While Palys and Lowman have a number of significant concerns, it's worth noting that their comments on this draft are generally much warmer than their critique of the 2008 draft. This confirms my sense that while the latest TCPS has serious flaws, it is the best effort yet to include the concerns of social scientists into a general research ethics document.
Since today is the deadline for comments, I submitted an addendum to my February 6 comments:
To the Panel on Research Ethics,
On February 6 I submitted comments on the Revised Draft 2nd Edition of the TCPS (December 2009). I would like to amplify those comments slightly.

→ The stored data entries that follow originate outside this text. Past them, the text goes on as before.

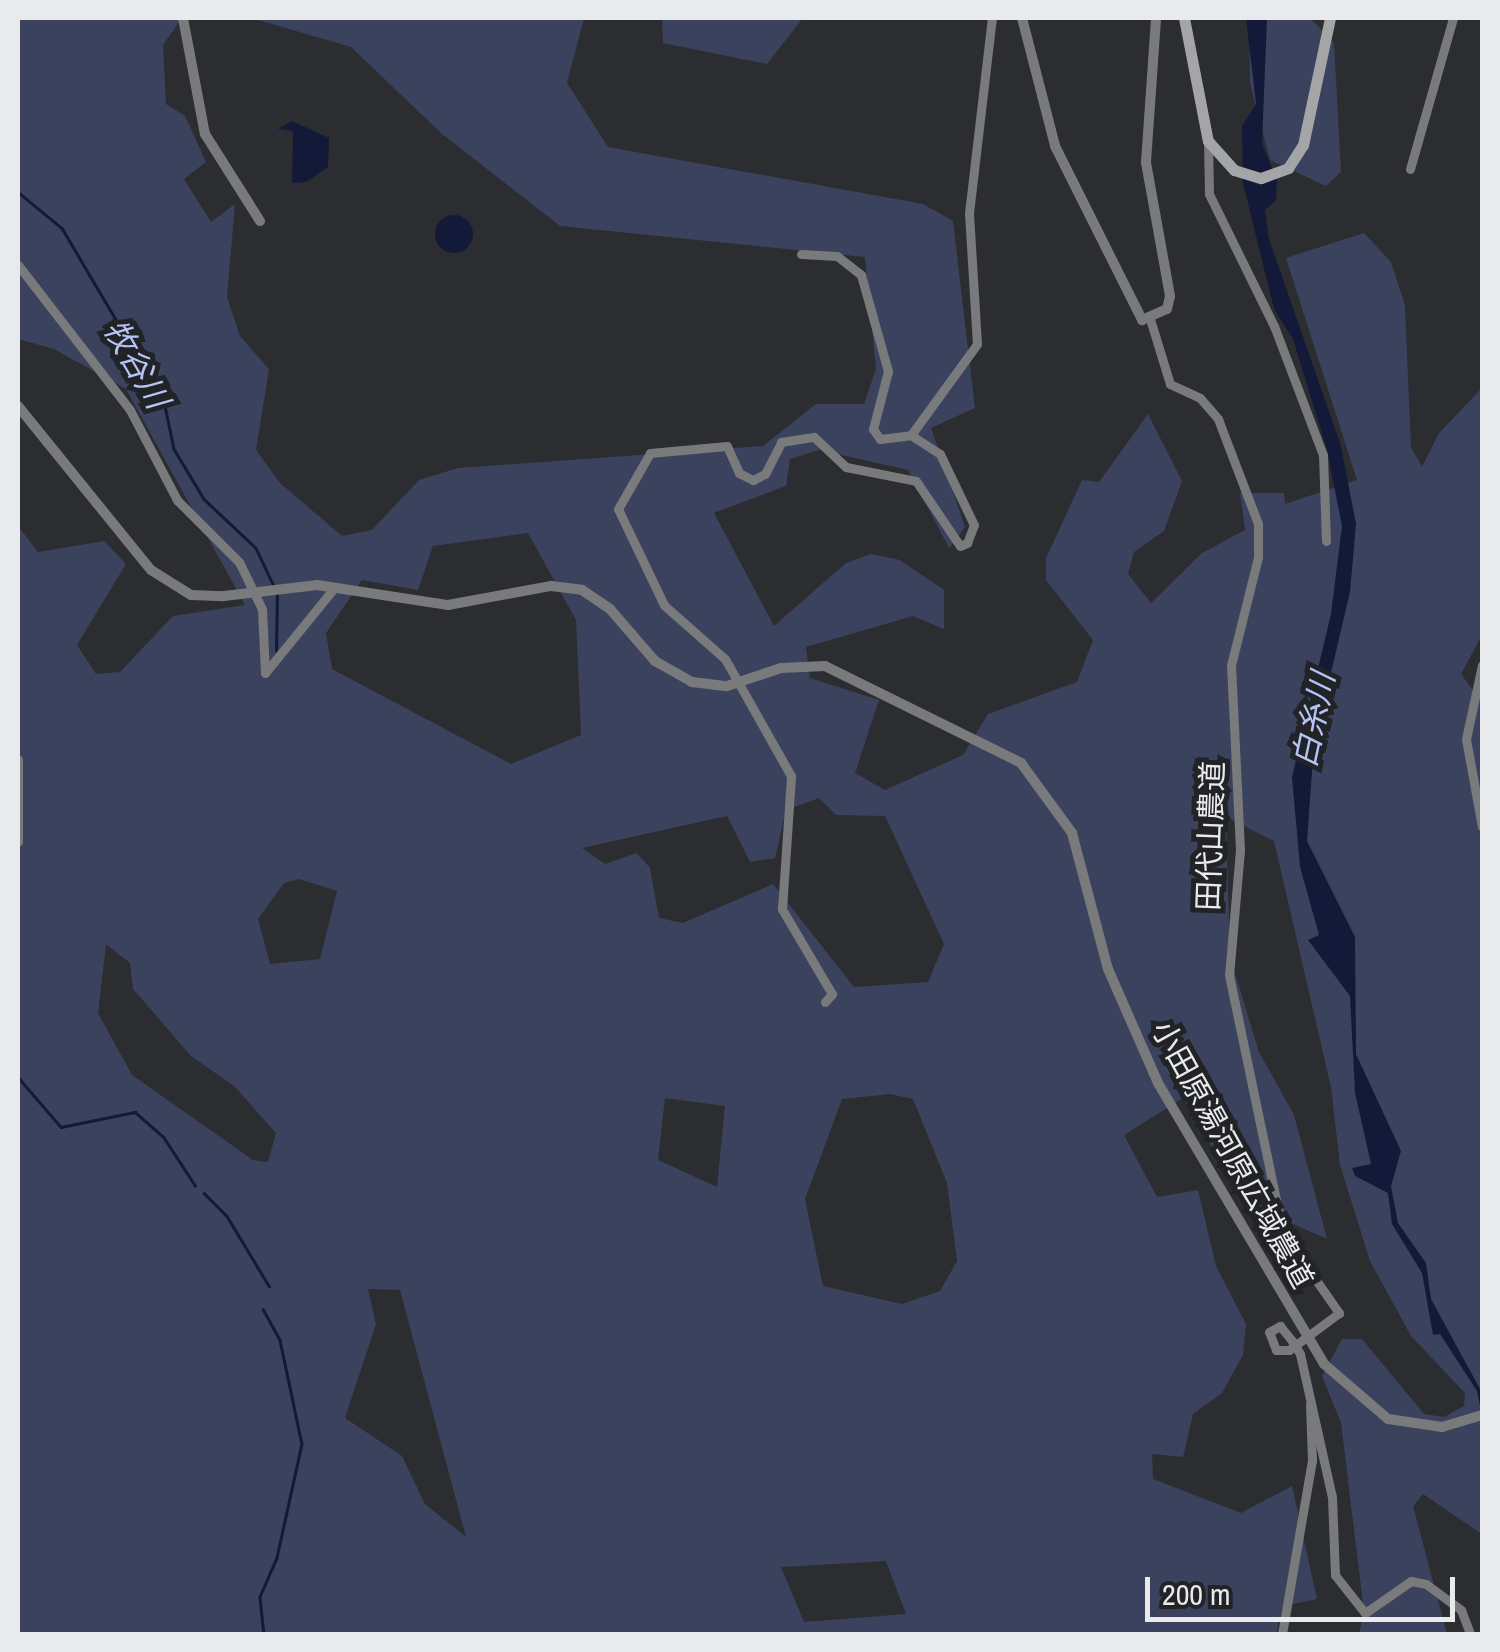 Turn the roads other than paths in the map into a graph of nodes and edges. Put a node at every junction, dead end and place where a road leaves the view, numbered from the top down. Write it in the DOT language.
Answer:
graph roads {
  1 [pos="182,18"];
  2 [pos="992,18"];
  3 [pos="1022,18"];
  4 [pos="1156,18"];
  5 [pos="1184,18"];
  6 [pos="1330,18"];
  7 [pos="1453,18"];
  8 [pos="1208,140"];
  9 [pos="1410,170"];
  10 [pos="260,221"];
  11 [pos="800,254"];
  12 [pos="18,265"];
  13 [pos="1150,319"];
  14 [pos="18,406"];
  15 [pos="910,435"];
  16 [pos="1326,541"];
  17 [pos="335,587"];
  18 [pos="1482,665"];
  19 [pos="742,682"];
  20 [pos="18,760"];
  21 [pos="1482,827"];
  22 [pos="18,842"];
  23 [pos="825,1002"];
  24 [pos="1309,1340"];
  25 [pos="1313,1392"];
  26 [pos="1482,1415"];
  27 [pos="1282,1634"];
  28 [pos="1470,1634"];
  1 -- 10 [label="street"];
  2 -- 15 [label="street"];
  3 -- 13 [label="street"];
  4 -- 13 [label="street"];
  5 -- 8 [label="main road"];
  6 -- 8 [label="main road"];
  7 -- 9 [label="street"];
  8 -- 16 [label="street"];
  11 -- 15 [label="street"];
  12 -- 17 [label="street"];
  13 -- 24 [label="street, 田代山農道"];
  14 -- 17 [label="street, 小田原湯河原広域農道, bridge"];
  15 -- 19 [label="street"];
  17 -- 19 [label="street, 小田原湯河原広域農道"];
  18 -- 21 [label="street"];
  19 -- 23 [label="street"];
  19 -- 24 [label="street, 小田原湯河原広域農道"];
  20 -- 22 [label="street"];
  24 -- 25 [label="street, bridge"];
  24 -- 26 [label="street, 小田原湯河原広域農道"];
  25 -- 27 [label="street"];
  25 -- 28 [label="street"];
}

In my earlier comments, I noted my concern with Chapter 5's language warning about the possible stigmatization of groups. As I stated, I believe that this should not be the basis for restricting research in the social sciences and humanities.
Since then, I have reread the report, and I came across the following language in chapter 1:
The welfare of groups can also be affected by research. Groups may benefit from the knowledge gained from the research, but they may also suffer from stigmatization, discrimination or damage to reputation. Engagement during the design process with groups whose welfare may be affected by the research can help to clarify the potential impact of the research and indicate where any negative impact on welfare can be minimized. Researchers must also consider the risks and potential benefits of their research and the knowledge it might generate for the welfare of society as a whole. Where research on individuals may affect the welfare of a group(s), the weight given to the group’s welfare will depend on the nature of the research being undertaken and the individuals or group in question. This consideration does not imply, however, that the welfare of a group should be given priority over the welfare of individuals.
Again, let me emphasize that legitimate, critical research in the social sciences and humanities often is damaging to groups. As Edward Shils noted in 1973, "Any factual description, however objective and true, might be offensive to those who are sensitive and whose actions and qualities are such as to fall short of reasonable standards." I therefore do not consider the passage on group harms to reflect "core principles [that] transcend disciplinary boundaries and therefore, are relevant to the full range of research covered by this Policy."